Pterygium as a fibrovascular lesion involving the ocular surface. A. Histolgy shows collagenous degenerative changes in vascularized stroma B. Type 1. C. Type 2. D. Type 3. (Courtesy of Elsevier Ltd. Kanski: Clinical Ophthalmology, 6th Edition, 2007.)

On the other hand, it was shown that transforming growth factor-β (TGF-β) was involved in the regulation of many physiologic and pathophysiologic processes. ⁵ The presence of activated fibroblasts in pterygium tissue is possibly attributable to the actions of TGF-β, given the overexpression of this growth factor in pterygium tissue as compared to that in normal conjunctiva, as previously reported. ⁶ This would be a good opportunity to introduce new modalities, especially dietary factors that alter the identified genes, and expression of inflammatory and growth factors effective on pterygium formation.

Taurine, a sulphur-containing amino acid that has been found to be naturally present in seafood and meat, may play an important role in several essential biologic processes such as development of the central nervous system and retina, membrane stabilization, and immunity. ⁷ However, data from several studies demonstrate that taurine may have a role in immunologic functions, but human data are quite limited. ⁸ In addition, taurine remarkably influences polymorphonuclear cell apoptosis, ⁹ and several in vitro models of oxidant-induced damage have been studied using taurine as a protection against inflammation. ¹⁰

Raiha et al. were the first to report that formula-fed, appropriate for age, preterm infants were unable to retain taurine concentrations in plasma and urine equivalent to those of comparable preterm infants fed human milk. Additional findings provided further support for the hypothesis that a dietary source of taurine is essential during the neonatal period. ¹¹ Taurine was added to most infant formulas by the early to mid-1980s ¹² since it is essential for taurocholic acid. During the early months of life, this is the primary emulsifier secreted by the gallbladder and used for lipid emulsification.

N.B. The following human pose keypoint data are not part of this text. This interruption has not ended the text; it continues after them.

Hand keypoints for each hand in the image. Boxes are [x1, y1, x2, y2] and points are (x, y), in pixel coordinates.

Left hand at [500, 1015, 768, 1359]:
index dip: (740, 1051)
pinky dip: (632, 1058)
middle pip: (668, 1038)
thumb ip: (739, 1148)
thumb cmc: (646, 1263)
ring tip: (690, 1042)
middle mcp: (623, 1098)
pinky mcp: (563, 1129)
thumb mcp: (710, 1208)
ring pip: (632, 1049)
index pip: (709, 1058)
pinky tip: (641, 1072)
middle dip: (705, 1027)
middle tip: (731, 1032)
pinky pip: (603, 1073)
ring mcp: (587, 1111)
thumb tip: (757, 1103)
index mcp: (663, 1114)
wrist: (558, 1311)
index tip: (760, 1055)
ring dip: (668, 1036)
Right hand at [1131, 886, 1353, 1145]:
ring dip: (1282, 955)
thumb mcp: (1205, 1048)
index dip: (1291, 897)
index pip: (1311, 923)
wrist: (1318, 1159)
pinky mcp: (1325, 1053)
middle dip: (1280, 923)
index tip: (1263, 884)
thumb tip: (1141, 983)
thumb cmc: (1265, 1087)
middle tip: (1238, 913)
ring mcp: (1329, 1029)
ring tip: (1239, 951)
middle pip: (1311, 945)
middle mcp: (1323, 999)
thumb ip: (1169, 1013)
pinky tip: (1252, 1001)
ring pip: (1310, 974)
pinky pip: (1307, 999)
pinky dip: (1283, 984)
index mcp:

Several studies have reported the antifibrinolytic activity of taurine. This amino acid may be effective in inhibiting fibrosis by reducing the tissue levels of TGF-β. ¹³ Recently, it has been shown that taurine derivates may differentially inhibit MMP overexpression. ¹⁴ Because of the antifibrinolytic activity of taurine as well as its involvement in the inhibition of TGF-β and MMP expression, we conclude that taurine may serve as a novel protective agent against pterygium. Our hypothesis could be justified with the conducting of clinical trials on this subject.